おすすめ中国語映画【最爱】

 

“池袋中国語コラム”とは・・・

中国語学習者のための”池袋発”中国語学習に役立つコラムです。中国に関することだけでなく様々な話題を中国語を交えて紹介していきます。このカテゴリーでは、中国語学習者にお勧めの中国映画をご紹介します。映画を見ることで中国に対する歴史や文化などの理解が深まるとともに日常的に使える中国語表現をたくさん学ぶことができます。気になる映画はぜひチェックしてみてください。

 

中国についてよく分かる傑作映画10

社会問題・都市と地方・生活様式の違い

今回は主に、文化大革命以降の歴史、社会問題、現代中国の生活様式や食文化の違いに関する映画をご紹介いたします。急速に発展を遂げた現代の中国を知る上で、文化大革命以降の歴史は非常に重要です。

また社会問題では、現代において非常に身近で複雑なテーマを扱った映画をご紹介させていただきます。時には目を覆いたくなるような場面もございますが、ぜひ最後までご覧下さい。

【最爱:2011年】(Zuì ài)

2011年製作/100分/香港、中国
邦題:最愛

ローマ国際映画祭(第6回)個性的女優賞

監督:顾长卫(Gùzhǎngwèi)
主演:章子怡(Zhāngziyí)、郭富城(Guōfùchéng)、陶泽如(Táozérú)

 

中国で、一つの村ないし複数の村の数十世帯で数十人、ひいては百人以上の人々がエイズウイルス(HIV)に感染しました。
これらの村は「エイズ村」と呼ばれています。
映画の舞台となった河南省の山奥、娘娘廟は「エイズ村」でした。
この「エイズ村」の感染のルートは献血と輸血です。

中国の地方当局が一九九〇年代、貧しい農民に輸血用の有償献血を奨励した「売血」政策により、多くの村民がHIVに感染しました。
売血所では、経費節減のため、採血に使う注射針の使い回しが行われたほか、設備も衛生情況も基準に達していない不法のものでした。
さらに規定された手順どおりに作業していない成分献血がHIVの蔓延を助長しました。

これらのHIVの農村での大流行は貧困によるものです。
一部の村では、血を売ることによって生計を立てている者もいました。
現在、中国政府は医療支援などを行っていますが、未だ十分な支援を受けることができない村もあります。

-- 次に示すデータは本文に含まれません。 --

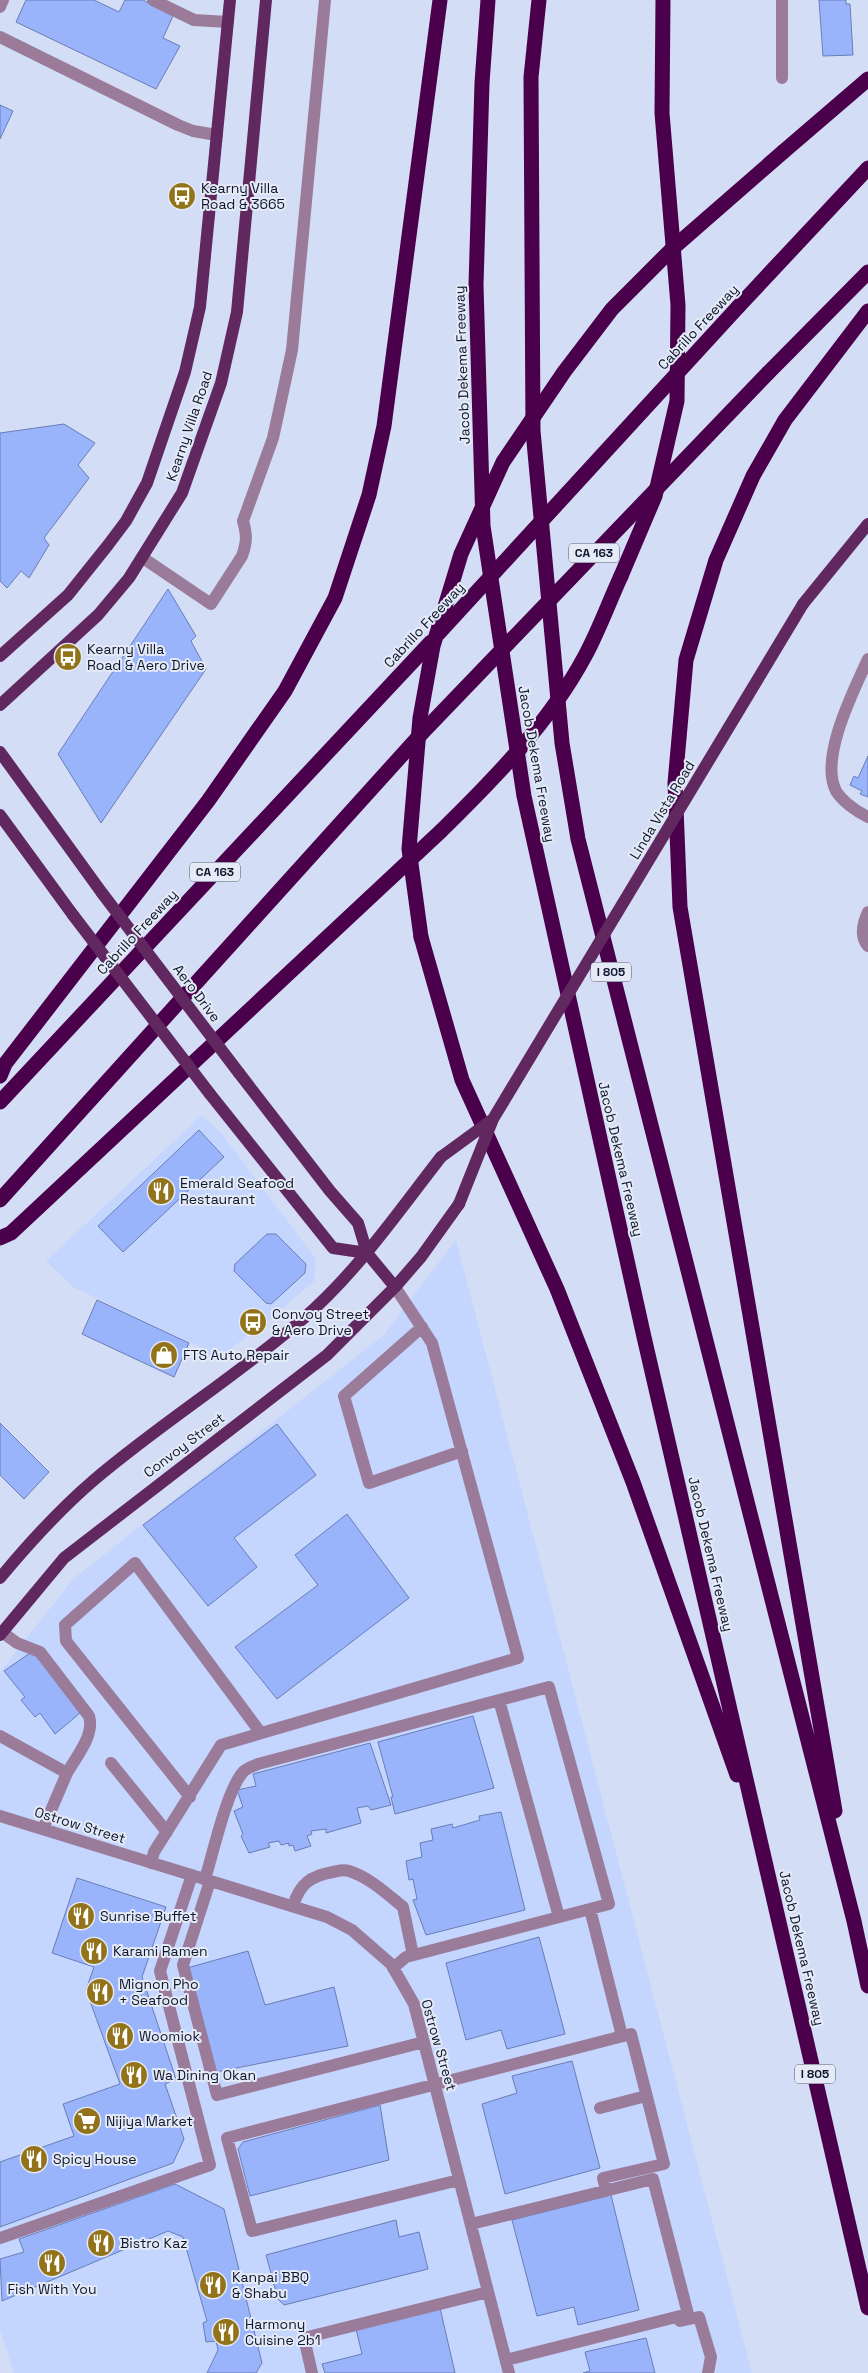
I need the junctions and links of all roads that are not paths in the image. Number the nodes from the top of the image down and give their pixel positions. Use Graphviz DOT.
graph roads {
  1 [pos="3,0"];
  2 [pos="153,0"];
  3 [pos="230,0"];
  4 [pos="266,0"];
  5 [pos="325,0"];
  6 [pos="440,0"];
  7 [pos="488,0"];
  8 [pos="540,0"];
  9 [pos="663,0"];
  10 [pos="782,0"];
  11 [pos="0,7"];
  12 [pos="228,22"];
  13 [pos="0,37"];
  14 [pos="782,78"];
  15 [pos="868,79"];
  16 [pos="217,135"];
  17 [pos="868,168"];
  18 [pos="868,272"];
  19 [pos="868,311"];
  20 [pos="868,524"];
  21 [pos="143,558"];
  22 [pos="0,656"];
  23 [pos="868,659"];
  24 [pos="0,705"];
  25 [pos="0,752"];
  26 [pos="0,815"];
  27 [pos="868,817"];
  28 [pos="868,912"];
  29 [pos="868,946"];
  30 [pos="0,1076"];
  31 [pos="0,1102"];
  32 [pos="493,1119"];
  33 [pos="0,1200"];
  34 [pos="0,1238"];
  35 [pos="367,1253"];
  36 [pos="395,1287"];
  37 [pos="422,1327"];
  38 [pos="462,1451"];
  39 [pos="0,1578"];
  40 [pos="1,1634"];
  41 [pos="499,1700"];
  42 [pos="260,1732"];
  43 [pos="0,1736"];
  44 [pos="111,1763"];
  45 [pos="67,1773"];
  46 [pos="190,1797"];
  47 [pos="0,1816"];
  48 [pos="43,1829"];
  49 [pos="168,1832"];
  50 [pos="761,1841"];
  51 [pos="151,1863"];
  52 [pos="192,1875"];
  53 [pos="207,1880"];
  54 [pos="292,1906"];
  55 [pos="590,1909"];
  56 [pos="559,1917"];
  57 [pos="854,1921"];
  58 [pos="413,1955"];
  59 [pos="393,1968"];
  60 [pos="868,1986"];
  61 [pos="622,2036"];
  62 [pos="424,2042"];
  63 [pos="435,2084"];
  64 [pos="646,2096"];
  65 [pos="600,2108"];
  66 [pos="459,2180"];
  67 [pos="606,2190"];
  68 [pos="470,2224"];
  69 [pos="0,2238"];
  70 [pos="488,2292"];
  71 [pos="868,2308"];
  72 [pos="625,2330"];
  73 [pos="507,2367"];
  74 [pos="312,2373"];
  75 [pos="708,2373"];
  1 -- 11 [label="street"];
  2 -- 12 [label="street"];
  3 -- 12 [label="main road, Kearny Villa Road"];
  4 -- 21 [label="main road, Kearny Villa Road"];
  5 -- 21 [label="street"];
  6 -- 30 [label="highway"];
  7 -- 50 [label="highway, Jacob Dekema Freeway / I 805"];
  8 -- 57 [label="highway, Jacob Dekema Freeway / I 805"];
  9 -- 34 [label="highway, bridge"];
  10 -- 14 [label="street"];
  12 -- 16 [label="main road, Kearny Villa Road"];
  13 -- 16 [label="street"];
  15 -- 50 [label="highway, bridge"];
  16 -- 22 [label="main road, Kearny Villa Road"];
  17 -- 31 [label="highway, Cabrillo Freeway / CA 163, bridge"];
  18 -- 33 [label="highway, CA 163, bridge"];
  19 -- 57 [label="highway"];
  20 -- 32 [label="main road, Linda Vista Road, bridge"];
  21 -- 24 [label="main road, Kearny Villa Road"];
  23 -- 27 [label="street"];
  25 -- 35 [label="main road, Aero Drive, bridge"];
  26 -- 35 [label="main road, bridge"];
  28 -- 29 [label="street"];
  32 -- 35 [label="main road, Linda Vista Road, bridge"];
  32 -- 36 [label="main road, Linda Vista Road, bridge"];
  35 -- 36 [label="main road, Aero Drive"];
  35 -- 39 [label="main road, Convoy Street"];
  36 -- 37 [label="street"];
  36 -- 40 [label="main road, Convoy Street"];
  37 -- 38 [label="street"];
  37 -- 38 [label="street"];
  38 -- 42 [label="street"];
  40 -- 45 [label="street"];
  41 -- 53 [label="street"];
  41 -- 55 [label="street"];
  41 -- 56 [label="street"];
  42 -- 46 [label="street"];
  42 -- 46 [label="street"];
  43 -- 45 [label="street"];
  44 -- 49 [label="street"];
  45 -- 48 [label="street"];
  46 -- 49 [label="street"];
  47 -- 48 [label="street, Ostrow Street"];
  48 -- 51 [label="street, Ostrow Street"];
  49 -- 51 [label="street"];
  50 -- 71 [label="highway, Jacob Dekema Freeway / I 805"];
  51 -- 52 [label="street, Ostrow Street"];
  52 -- 53 [label="street, Ostrow Street"];
  52 -- 69 [label="street"];
  53 -- 54 [label="street, Ostrow Street"];
  53 -- 62 [label="street"];
  54 -- 58 [label="street"];
  54 -- 59 [label="street, Ostrow Street"];
  55 -- 56 [label="street"];
  55 -- 61 [label="street"];
  56 -- 58 [label="street"];
  57 -- 60 [label="highway, Jacob Dekema Freeway / I 805"];
  58 -- 59 [label="street"];
  59 -- 62 [label="street, Ostrow Street"];
  61 -- 63 [label="street"];
  61 -- 64 [label="street"];
  62 -- 63 [label="street, Ostrow Street"];
  63 -- 66 [label="street, Ostrow Street"];
  63 -- 66 [label="street"];
  64 -- 65 [label="street"];
  64 -- 67 [label="street"];
  66 -- 68 [label="street, Ostrow Street"];
  67 -- 68 [label="street"];
  67 -- 72 [label="street"];
  68 -- 70 [label="street, Ostrow Street"];
  70 -- 73 [label="street, Ostrow Street"];
  70 -- 74 [label="street"];
  72 -- 73 [label="street"];
  72 -- 75 [label="street"];
}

この映画では目を覆いたくなるような現実が、そのまま描かれています。
映画の始まり方も容赦ありません。
この物語は、ある少年が毒リンゴを食べ亡くなってしまうことから始まります。
毒リンゴは少年の父を恨みに思う村人によるものでした。
少年の父は村で売血を斡旋し、不潔な注射針の使いまわしでHIVを蔓延させた男だったのです。

実は、この父の弟である赵得意(Zhào déyì)も売血によりHIVに感染していました。
この物語は、同じように売血によりHIVに感染してしまった商琴琴(Shāng qín qín)と得意を中心に描かれています。
二人の恋愛を中心に物語が展開しますが、その過程にはHIVへの差別や、村の貧困や無知が描かれています。
この映画は度重なる内容の手直しと上映延期の結果、愛情物語がメインになってしまったという前評判だったのですが、実際に見ていただければ分かるように、二人の恋愛物語というだけではありません。
二人が最後まで人間らしく懸命に生きる姿から、より一層この問題の深刻さ、そして憤りややるせなさを感じます。